Saved data entries:
☆ ☆ ☆
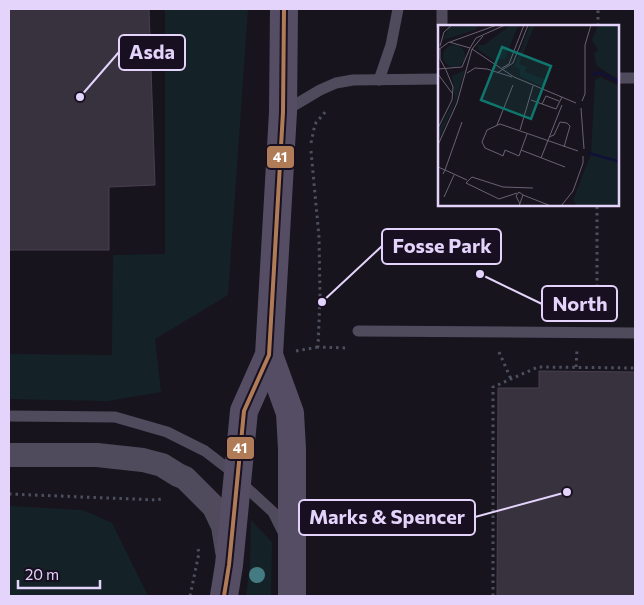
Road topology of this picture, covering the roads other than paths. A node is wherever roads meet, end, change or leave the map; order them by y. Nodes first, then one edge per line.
1 (284, 9) edge
2 (398, 9) edge
3 (442, 9) edge
4 (442, 25) edge
5 (619, 78) edge
6 (635, 78) edge
7 (379, 80) junction
8 (438, 80) edge
9 (283, 112) junction
10 (358, 331) dead end
11 (635, 333) edge
12 (269, 355) junction
13 (9, 416) edge
14 (9, 455) edge
15 (237, 479) junction
16 (292, 549) junction
17 (229, 565) junction
18 (224, 596) edge
19 (292, 596) edge

1 - 9 street
2 - 7 lane
3 - 4 lane
5 - 6 lane
7 - 8 lane
7 - 9 lane
9 - 12 street
10 - 11 lane
12 - 15 street
12 - 16 street
13 - 15 lane
14 - 17 street
15 - 16 lane
15 - 17 street
16 - 19 street
17 - 18 street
☆ ☆ ☆
--- EXERCISE DIRECTIONS ---
Send back every line above exactly, skipping all pictures.

--- OUTPUT FOR THIS EXERCISE ---
Road topology of this picture, covering the roads other than paths. A node is wherever roads meet, end, change or leave the map; order them by y. Nodes first, then one edge per line.
1 (284, 9) edge
2 (398, 9) edge
3 (442, 9) edge
4 (442, 25) edge
5 (619, 78) edge
6 (635, 78) edge
7 (379, 80) junction
8 (438, 80) edge
9 (283, 112) junction
10 (358, 331) dead end
11 (635, 333) edge
12 (269, 355) junction
13 (9, 416) edge
14 (9, 455) edge
15 (237, 479) junction
16 (292, 549) junction
17 (229, 565) junction
18 (224, 596) edge
19 (292, 596) edge

1 - 9 street
2 - 7 lane
3 - 4 lane
5 - 6 lane
7 - 8 lane
7 - 9 lane
9 - 12 street
10 - 11 lane
12 - 15 street
12 - 16 street
13 - 15 lane
14 - 17 street
15 - 16 lane
15 - 17 street
16 - 19 street
17 - 18 street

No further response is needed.